*** Opening RECORDS SHOWN ***

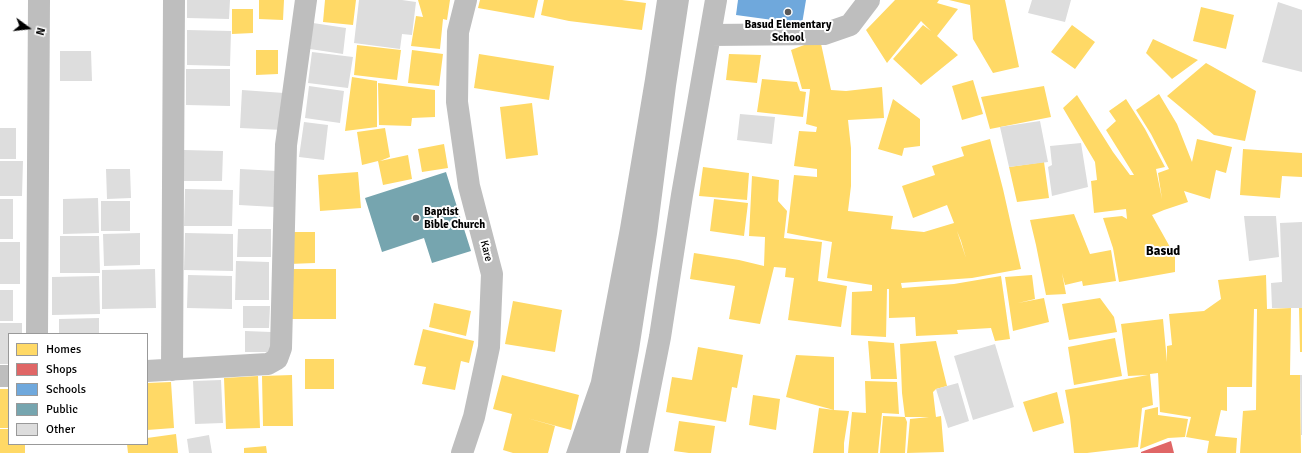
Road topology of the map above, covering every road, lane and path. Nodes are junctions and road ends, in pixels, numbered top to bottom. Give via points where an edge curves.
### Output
1 (39, 0) edge
2 (174, 0) edge
3 (306, 0) edge
4 (466, 0) edge
5 (716, 0) edge
6 (869, 0) edge
7 (710, 35) junction
8 (36, 333) edge
9 (172, 370) junction
10 (148, 371) edge
11 (462, 453) edge
12 (637, 453) edge

1 - 8 street
2 - 9 street
3 - 9 street via 286,145 281,348 277,359 268,364
4 - 11 street, Kare via 458,32 457,102 469,186 492,274 489,346 474,417
5 - 7 street
6 - 7 street via 850,25 824,34
7 - 12 street via 660,337
9 - 10 street

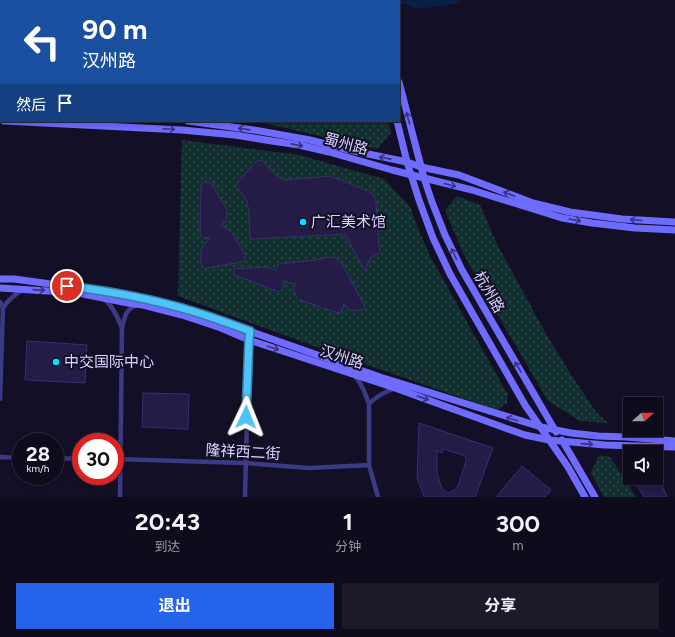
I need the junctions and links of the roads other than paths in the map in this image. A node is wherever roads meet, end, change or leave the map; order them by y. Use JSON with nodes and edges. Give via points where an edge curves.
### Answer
{"nodes":[{"id":1,"x":400,"y":86,"type":"edge"},
{"id":2,"x":22,"y":122,"type":"edge"},
{"id":3,"x":195,"y":122,"type":"edge"},
{"id":4,"x":397,"y":122,"type":"edge"},
{"id":5,"x":407,"y":162,"type":"junction"},
{"id":6,"x":421,"y":167,"type":"junction"},
{"id":7,"x":412,"y":175,"type":"junction"},
{"id":8,"x":424,"y":178,"type":"junction"},
{"id":9,"x":675,"y":222,"type":"edge"},
{"id":10,"x":675,"y":230,"type":"edge"},
{"id":11,"x":0,"y":279,"type":"edge"},
{"id":12,"x":0,"y":288,"type":"edge"},
{"id":13,"x":24,"y":289,"type":"junction"},
{"id":14,"x":103,"y":298,"type":"junction"},
{"id":15,"x":0,"y":302,"type":"edge"},
{"id":16,"x":139,"y":305,"type":"junction"},
{"id":17,"x":3,"y":308,"type":"junction"},
{"id":18,"x":122,"y":328,"type":"junction"},
{"id":19,"x":250,"y":331,"type":"junction"},
{"id":20,"x":249,"y":340,"type":"junction"},
{"id":21,"x":353,"y":374,"type":"junction"},
{"id":22,"x":395,"y":388,"type":"junction"},
{"id":23,"x":0,"y":399,"type":"edge"},
{"id":24,"x":369,"y":404,"type":"junction"},
{"id":25,"x":541,"y":427,"type":"junction"},
{"id":26,"x":554,"y":430,"type":"junction"},
{"id":27,"x":121,"y":433,"type":"edge"},
{"id":28,"x":549,"y":440,"type":"junction"},
{"id":29,"x":675,"y":441,"type":"edge"},
{"id":30,"x":563,"y":442,"type":"junction"},
{"id":31,"x":675,"y":447,"type":"edge"},
{"id":32,"x":0,"y":457,"type":"edge"},
{"id":33,"x":12,"y":458,"type":"edge"},
{"id":34,"x":124,"y":459,"type":"edge"},
{"id":35,"x":245,"y":463,"type":"junction"},
{"id":36,"x":369,"y":465,"type":"junction"},
{"id":37,"x":120,"y":485,"type":"edge"},
{"id":38,"x":120,"y":497,"type":"edge"},
{"id":39,"x":245,"y":497,"type":"edge"},
{"id":40,"x":378,"y":497,"type":"edge"},
{"id":41,"x":585,"y":497,"type":"edge"},
{"id":42,"x":595,"y":497,"type":"edge"}],
"edges":[{"from":6,"to":1,"type":"main road","name":"杭州路","one_way":true},
{"from":2,"to":7,"type":"main road","name":"蜀州路","one_way":true,"via":[[235,135],[300,145]]},
{"from":5,"to":3,"type":"main road","name":"蜀州路","one_way":true,"via":[[310,140]]},
{"from":4,"to":5,"type":"main road","name":"杭州路"},
{"from":5,"to":6,"type":"main road","name":"蜀州路"},
{"from":5,"to":7,"type":"main road","name":"杭州路"},
{"from":6,"to":8,"type":"main road","name":"杭州路"},
{"from":9,"to":6,"type":"main road","name":"蜀州路","one_way":true,"via":[[570,212],[533,203],[459,175]]},
{"from":7,"to":8,"type":"main road","name":"蜀州路"},
{"from":7,"to":25,"type":"main road","name":"杭州路","via":[[433,238],[450,274],[525,405]]},
{"from":8,"to":10,"type":"main road","name":"蜀州路","one_way":true,"via":[[562,218],[635,228]]},
{"from":26,"to":8,"type":"main road","name":"杭州路","one_way":true,"via":[[462,270],[445,235]]},
{"from":11,"to":19,"type":"main road","name":"汉州路","via":[[140,298],[192,311]]},
{"from":12,"to":13,"type":"main road","name":"汉州路"},
{"from":13,"to":14,"type":"main road","name":"汉州路","one_way":true,"via":[[78,293]]},
{"from":13,"to":17,"type":"street","via":[[8,300]]},
{"from":14,"to":16,"type":"main road","name":"汉州路"},
{"from":14,"to":18,"type":"street","via":[[115,312]]},
{"from":15,"to":17,"type":"street"},
{"from":16,"to":18,"type":"street","via":[[128,311]]},
{"from":16,"to":20,"type":"main road","name":"汉州路","via":[[182,315]]},
{"from":17,"to":23,"type":"street"},
{"from":18,"to":27,"type":"street"},
{"from":19,"to":20,"type":"street"},
{"from":25,"to":19,"type":"main road","name":"汉州路","one_way":true,"via":[[380,377]]},
{"from":20,"to":21,"type":"main road","name":"汉州路","one_way":true},
{"from":20,"to":35,"type":"street"},
{"from":21,"to":22,"type":"main road","name":"汉州路"},
{"from":21,"to":24,"type":"street","via":[[360,381]]},
{"from":22,"to":24,"type":"street","via":[[382,393]]},
{"from":22,"to":28,"type":"main road","name":"汉州路","one_way":true,"via":[[525,435]]},
{"from":24,"to":36,"type":"street"},
{"from":25,"to":26,"type":"main road","name":"汉州路"},
{"from":25,"to":28,"type":"main road","name":"杭州路"},
{"from":26,"to":29,"type":"main road","name":"汉州路"},
{"from":26,"to":30,"type":"main road","name":"杭州路"},
{"from":28,"to":30,"type":"main road","name":"汉州路"},
{"from":28,"to":41,"type":"main road","name":"杭州路"},
{"from":30,"to":31,"type":"main road","name":"汉州路","one_way":true},
{"from":30,"to":42,"type":"main road","name":"杭州路"},
{"from":32,"to":33,"type":"street"},
{"from":34,"to":35,"type":"street","name":"隆祥西二街"},
{"from":35,"to":36,"type":"street","name":"隆祥西二街","via":[[309,468]]},
{"from":35,"to":39,"type":"street"},
{"from":36,"to":40,"type":"street"},
{"from":37,"to":38,"type":"street"}]}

*** Closing RECORDS SHOWN ***

◆ **TASK GOAL**:
Without the pictures, write out every entry exactly as it appears.

◆ **EXERCISE OUTPUT**:
Road topology of the map above, covering every road, lane and path. Nodes are junctions and road ends, in pixels, numbered top to bottom. Give via points where an edge curves.
### Output
1 (39, 0) edge
2 (174, 0) edge
3 (306, 0) edge
4 (466, 0) edge
5 (716, 0) edge
6 (869, 0) edge
7 (710, 35) junction
8 (36, 333) edge
9 (172, 370) junction
10 (148, 371) edge
11 (462, 453) edge
12 (637, 453) edge

1 - 8 street
2 - 9 street
3 - 9 street via 286,145 281,348 277,359 268,364
4 - 11 street, Kare via 458,32 457,102 469,186 492,274 489,346 474,417
5 - 7 street
6 - 7 street via 850,25 824,34
7 - 12 street via 660,337
9 - 10 street

I need the junctions and links of the roads other than paths in the map in this image. A node is wherever roads meet, end, change or leave the map; order them by y. Use JSON with nodes and edges. Give via points where an edge curves.
### Answer
{"nodes":[{"id":1,"x":400,"y":86,"type":"edge"},
{"id":2,"x":22,"y":122,"type":"edge"},
{"id":3,"x":195,"y":122,"type":"edge"},
{"id":4,"x":397,"y":122,"type":"edge"},
{"id":5,"x":407,"y":162,"type":"junction"},
{"id":6,"x":421,"y":167,"type":"junction"},
{"id":7,"x":412,"y":175,"type":"junction"},
{"id":8,"x":424,"y":178,"type":"junction"},
{"id":9,"x":675,"y":222,"type":"edge"},
{"id":10,"x":675,"y":230,"type":"edge"},
{"id":11,"x":0,"y":279,"type":"edge"},
{"id":12,"x":0,"y":288,"type":"edge"},
{"id":13,"x":24,"y":289,"type":"junction"},
{"id":14,"x":103,"y":298,"type":"junction"},
{"id":15,"x":0,"y":302,"type":"edge"},
{"id":16,"x":139,"y":305,"type":"junction"},
{"id":17,"x":3,"y":308,"type":"junction"},
{"id":18,"x":122,"y":328,"type":"junction"},
{"id":19,"x":250,"y":331,"type":"junction"},
{"id":20,"x":249,"y":340,"type":"junction"},
{"id":21,"x":353,"y":374,"type":"junction"},
{"id":22,"x":395,"y":388,"type":"junction"},
{"id":23,"x":0,"y":399,"type":"edge"},
{"id":24,"x":369,"y":404,"type":"junction"},
{"id":25,"x":541,"y":427,"type":"junction"},
{"id":26,"x":554,"y":430,"type":"junction"},
{"id":27,"x":121,"y":433,"type":"edge"},
{"id":28,"x":549,"y":440,"type":"junction"},
{"id":29,"x":675,"y":441,"type":"edge"},
{"id":30,"x":563,"y":442,"type":"junction"},
{"id":31,"x":675,"y":447,"type":"edge"},
{"id":32,"x":0,"y":457,"type":"edge"},
{"id":33,"x":12,"y":458,"type":"edge"},
{"id":34,"x":124,"y":459,"type":"edge"},
{"id":35,"x":245,"y":463,"type":"junction"},
{"id":36,"x":369,"y":465,"type":"junction"},
{"id":37,"x":120,"y":485,"type":"edge"},
{"id":38,"x":120,"y":497,"type":"edge"},
{"id":39,"x":245,"y":497,"type":"edge"},
{"id":40,"x":378,"y":497,"type":"edge"},
{"id":41,"x":585,"y":497,"type":"edge"},
{"id":42,"x":595,"y":497,"type":"edge"}],
"edges":[{"from":6,"to":1,"type":"main road","name":"杭州路","one_way":true},
{"from":2,"to":7,"type":"main road","name":"蜀州路","one_way":true,"via":[[235,135],[300,145]]},
{"from":5,"to":3,"type":"main road","name":"蜀州路","one_way":true,"via":[[310,140]]},
{"from":4,"to":5,"type":"main road","name":"杭州路"},
{"from":5,"to":6,"type":"main road","name":"蜀州路"},
{"from":5,"to":7,"type":"main road","name":"杭州路"},
{"from":6,"to":8,"type":"main road","name":"杭州路"},
{"from":9,"to":6,"type":"main road","name":"蜀州路","one_way":true,"via":[[570,212],[533,203],[459,175]]},
{"from":7,"to":8,"type":"main road","name":"蜀州路"},
{"from":7,"to":25,"type":"main road","name":"杭州路","via":[[433,238],[450,274],[525,405]]},
{"from":8,"to":10,"type":"main road","name":"蜀州路","one_way":true,"via":[[562,218],[635,228]]},
{"from":26,"to":8,"type":"main road","name":"杭州路","one_way":true,"via":[[462,270],[445,235]]},
{"from":11,"to":19,"type":"main road","name":"汉州路","via":[[140,298],[192,311]]},
{"from":12,"to":13,"type":"main road","name":"汉州路"},
{"from":13,"to":14,"type":"main road","name":"汉州路","one_way":true,"via":[[78,293]]},
{"from":13,"to":17,"type":"street","via":[[8,300]]},
{"from":14,"to":16,"type":"main road","name":"汉州路"},
{"from":14,"to":18,"type":"street","via":[[115,312]]},
{"from":15,"to":17,"type":"street"},
{"from":16,"to":18,"type":"street","via":[[128,311]]},
{"from":16,"to":20,"type":"main road","name":"汉州路","via":[[182,315]]},
{"from":17,"to":23,"type":"street"},
{"from":18,"to":27,"type":"street"},
{"from":19,"to":20,"type":"street"},
{"from":25,"to":19,"type":"main road","name":"汉州路","one_way":true,"via":[[380,377]]},
{"from":20,"to":21,"type":"main road","name":"汉州路","one_way":true},
{"from":20,"to":35,"type":"street"},
{"from":21,"to":22,"type":"main road","name":"汉州路"},
{"from":21,"to":24,"type":"street","via":[[360,381]]},
{"from":22,"to":24,"type":"street","via":[[382,393]]},
{"from":22,"to":28,"type":"main road","name":"汉州路","one_way":true,"via":[[525,435]]},
{"from":24,"to":36,"type":"street"},
{"from":25,"to":26,"type":"main road","name":"汉州路"},
{"from":25,"to":28,"type":"main road","name":"杭州路"},
{"from":26,"to":29,"type":"main road","name":"汉州路"},
{"from":26,"to":30,"type":"main road","name":"杭州路"},
{"from":28,"to":30,"type":"main road","name":"汉州路"},
{"from":28,"to":41,"type":"main road","name":"杭州路"},
{"from":30,"to":31,"type":"main road","name":"汉州路","one_way":true},
{"from":30,"to":42,"type":"main road","name":"杭州路"},
{"from":32,"to":33,"type":"street"},
{"from":34,"to":35,"type":"street","name":"隆祥西二街"},
{"from":35,"to":36,"type":"street","name":"隆祥西二街","via":[[309,468]]},
{"from":35,"to":39,"type":"street"},
{"from":36,"to":40,"type":"street"},
{"from":37,"to":38,"type":"street"}]}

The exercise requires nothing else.